Directions for this task: List all lines of the data that include the string "turn".

Recorded information:
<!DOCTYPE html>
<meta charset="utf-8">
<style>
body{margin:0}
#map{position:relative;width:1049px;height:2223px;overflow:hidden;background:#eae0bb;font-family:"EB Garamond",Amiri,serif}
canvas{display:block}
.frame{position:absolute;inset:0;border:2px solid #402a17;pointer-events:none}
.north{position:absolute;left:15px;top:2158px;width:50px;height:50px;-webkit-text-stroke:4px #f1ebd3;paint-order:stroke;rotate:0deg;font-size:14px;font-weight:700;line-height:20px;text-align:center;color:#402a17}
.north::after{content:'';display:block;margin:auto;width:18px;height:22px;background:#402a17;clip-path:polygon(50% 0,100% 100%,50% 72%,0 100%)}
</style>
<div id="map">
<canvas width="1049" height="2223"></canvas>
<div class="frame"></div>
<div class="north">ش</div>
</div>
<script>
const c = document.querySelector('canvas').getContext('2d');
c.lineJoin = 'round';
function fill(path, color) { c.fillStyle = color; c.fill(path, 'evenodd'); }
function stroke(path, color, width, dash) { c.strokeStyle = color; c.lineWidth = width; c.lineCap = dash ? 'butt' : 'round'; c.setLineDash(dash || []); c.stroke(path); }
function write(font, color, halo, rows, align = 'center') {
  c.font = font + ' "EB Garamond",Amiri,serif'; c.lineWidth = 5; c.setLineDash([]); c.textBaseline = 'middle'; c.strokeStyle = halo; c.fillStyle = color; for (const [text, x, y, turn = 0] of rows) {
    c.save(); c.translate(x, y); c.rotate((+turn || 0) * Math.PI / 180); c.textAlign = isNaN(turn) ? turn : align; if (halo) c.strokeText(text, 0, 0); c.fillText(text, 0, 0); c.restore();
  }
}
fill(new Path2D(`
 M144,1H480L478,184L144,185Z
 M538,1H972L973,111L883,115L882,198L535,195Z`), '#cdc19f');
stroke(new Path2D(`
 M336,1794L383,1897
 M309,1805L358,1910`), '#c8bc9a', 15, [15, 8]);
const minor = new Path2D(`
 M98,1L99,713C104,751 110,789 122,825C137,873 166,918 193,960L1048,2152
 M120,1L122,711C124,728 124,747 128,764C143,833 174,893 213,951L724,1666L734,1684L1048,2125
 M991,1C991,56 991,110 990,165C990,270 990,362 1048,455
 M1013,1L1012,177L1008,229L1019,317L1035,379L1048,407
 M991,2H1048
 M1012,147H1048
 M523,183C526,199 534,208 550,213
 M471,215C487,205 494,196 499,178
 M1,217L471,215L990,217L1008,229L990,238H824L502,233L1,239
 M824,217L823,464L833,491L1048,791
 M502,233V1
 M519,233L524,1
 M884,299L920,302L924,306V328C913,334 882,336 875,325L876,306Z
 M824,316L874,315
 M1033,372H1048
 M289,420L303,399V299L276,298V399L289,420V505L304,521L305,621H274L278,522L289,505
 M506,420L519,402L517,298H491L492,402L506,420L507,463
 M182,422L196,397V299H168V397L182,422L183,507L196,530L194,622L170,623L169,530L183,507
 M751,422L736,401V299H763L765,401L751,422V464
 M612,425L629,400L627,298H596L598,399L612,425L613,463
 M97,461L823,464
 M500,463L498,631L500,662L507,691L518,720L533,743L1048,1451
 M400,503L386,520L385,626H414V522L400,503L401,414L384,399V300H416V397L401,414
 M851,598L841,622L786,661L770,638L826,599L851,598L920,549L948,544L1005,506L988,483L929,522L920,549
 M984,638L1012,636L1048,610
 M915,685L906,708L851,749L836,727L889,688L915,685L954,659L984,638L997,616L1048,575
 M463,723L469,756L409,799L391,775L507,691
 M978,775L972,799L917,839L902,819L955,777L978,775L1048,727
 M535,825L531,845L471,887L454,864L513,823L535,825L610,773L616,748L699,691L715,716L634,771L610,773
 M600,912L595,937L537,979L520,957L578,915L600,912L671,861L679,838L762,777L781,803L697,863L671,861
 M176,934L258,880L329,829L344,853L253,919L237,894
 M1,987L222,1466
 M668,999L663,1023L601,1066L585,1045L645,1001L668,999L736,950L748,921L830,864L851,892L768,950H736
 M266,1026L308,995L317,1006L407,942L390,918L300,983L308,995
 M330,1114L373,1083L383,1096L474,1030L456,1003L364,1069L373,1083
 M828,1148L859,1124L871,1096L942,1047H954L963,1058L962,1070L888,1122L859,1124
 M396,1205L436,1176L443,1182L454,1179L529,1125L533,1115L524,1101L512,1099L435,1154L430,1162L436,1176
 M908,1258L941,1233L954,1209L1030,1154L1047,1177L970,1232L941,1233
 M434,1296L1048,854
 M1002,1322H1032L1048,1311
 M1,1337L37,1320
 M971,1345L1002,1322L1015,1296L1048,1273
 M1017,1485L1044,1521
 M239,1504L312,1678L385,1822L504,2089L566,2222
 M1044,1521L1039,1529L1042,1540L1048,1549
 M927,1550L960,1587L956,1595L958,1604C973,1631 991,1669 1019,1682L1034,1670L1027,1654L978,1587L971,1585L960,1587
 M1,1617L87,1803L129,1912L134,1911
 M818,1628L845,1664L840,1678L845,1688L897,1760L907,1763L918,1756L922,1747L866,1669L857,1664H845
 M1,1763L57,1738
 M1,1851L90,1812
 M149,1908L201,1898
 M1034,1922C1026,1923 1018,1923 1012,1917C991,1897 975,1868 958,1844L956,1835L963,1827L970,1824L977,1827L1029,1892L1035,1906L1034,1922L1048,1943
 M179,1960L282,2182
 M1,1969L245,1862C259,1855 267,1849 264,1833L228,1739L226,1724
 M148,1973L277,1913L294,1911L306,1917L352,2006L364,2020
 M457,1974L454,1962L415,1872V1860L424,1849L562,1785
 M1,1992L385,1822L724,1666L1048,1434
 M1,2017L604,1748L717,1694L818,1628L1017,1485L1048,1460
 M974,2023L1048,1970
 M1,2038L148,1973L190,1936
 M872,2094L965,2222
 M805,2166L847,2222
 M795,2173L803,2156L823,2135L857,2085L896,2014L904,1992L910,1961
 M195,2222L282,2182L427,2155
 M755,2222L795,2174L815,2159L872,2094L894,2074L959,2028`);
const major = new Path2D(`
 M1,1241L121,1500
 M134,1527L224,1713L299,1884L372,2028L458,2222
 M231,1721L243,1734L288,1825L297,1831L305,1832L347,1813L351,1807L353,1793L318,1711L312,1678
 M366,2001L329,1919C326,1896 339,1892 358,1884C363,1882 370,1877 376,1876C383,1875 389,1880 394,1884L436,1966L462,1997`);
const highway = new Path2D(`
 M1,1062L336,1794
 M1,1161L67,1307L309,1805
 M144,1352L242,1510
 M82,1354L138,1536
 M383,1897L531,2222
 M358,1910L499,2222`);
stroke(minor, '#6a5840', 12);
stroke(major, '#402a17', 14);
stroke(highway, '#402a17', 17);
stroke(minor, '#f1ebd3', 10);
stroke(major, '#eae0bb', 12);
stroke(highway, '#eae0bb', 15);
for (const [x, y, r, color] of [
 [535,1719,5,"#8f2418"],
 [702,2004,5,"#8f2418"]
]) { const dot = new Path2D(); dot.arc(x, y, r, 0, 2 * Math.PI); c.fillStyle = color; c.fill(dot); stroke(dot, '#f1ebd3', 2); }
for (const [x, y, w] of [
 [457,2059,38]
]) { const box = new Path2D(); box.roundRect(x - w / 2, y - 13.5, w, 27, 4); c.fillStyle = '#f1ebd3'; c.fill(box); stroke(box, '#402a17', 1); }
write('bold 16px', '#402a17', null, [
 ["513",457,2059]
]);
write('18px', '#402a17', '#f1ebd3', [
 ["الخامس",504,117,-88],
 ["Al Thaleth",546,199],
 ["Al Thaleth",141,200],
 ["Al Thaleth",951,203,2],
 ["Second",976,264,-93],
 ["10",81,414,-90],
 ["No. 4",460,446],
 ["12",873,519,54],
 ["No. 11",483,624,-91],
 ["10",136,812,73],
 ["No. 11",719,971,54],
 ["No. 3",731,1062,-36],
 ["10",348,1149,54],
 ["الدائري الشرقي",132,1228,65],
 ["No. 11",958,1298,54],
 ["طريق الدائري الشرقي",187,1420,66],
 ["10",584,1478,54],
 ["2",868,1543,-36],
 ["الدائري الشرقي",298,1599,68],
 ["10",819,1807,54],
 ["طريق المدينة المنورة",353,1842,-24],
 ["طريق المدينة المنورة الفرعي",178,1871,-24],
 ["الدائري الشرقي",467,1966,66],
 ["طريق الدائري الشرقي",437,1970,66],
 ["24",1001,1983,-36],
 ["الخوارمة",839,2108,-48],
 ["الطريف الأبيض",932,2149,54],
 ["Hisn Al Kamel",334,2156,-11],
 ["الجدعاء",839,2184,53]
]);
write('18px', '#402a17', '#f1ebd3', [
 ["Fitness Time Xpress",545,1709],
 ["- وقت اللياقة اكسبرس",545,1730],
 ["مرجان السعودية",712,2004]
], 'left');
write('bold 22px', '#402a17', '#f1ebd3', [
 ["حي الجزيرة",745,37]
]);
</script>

Exercise output:
  c.font = font + ' "EB Garamond",Amiri,serif'; c.lineWidth = 5; c.setLineDash([]); c.textBaseline = 'middle'; c.strokeStyle = halo; c.fillStyle = color; for (const [text, x, y, turn = 0] of rows) {
    c.save(); c.translate(x, y); c.rotate((+turn || 0) * Math.PI / 180); c.textAlign = isNaN(turn) ? turn : align; if (halo) c.strokeText(text, 0, 0); c.fillText(text, 0, 0); c.restore();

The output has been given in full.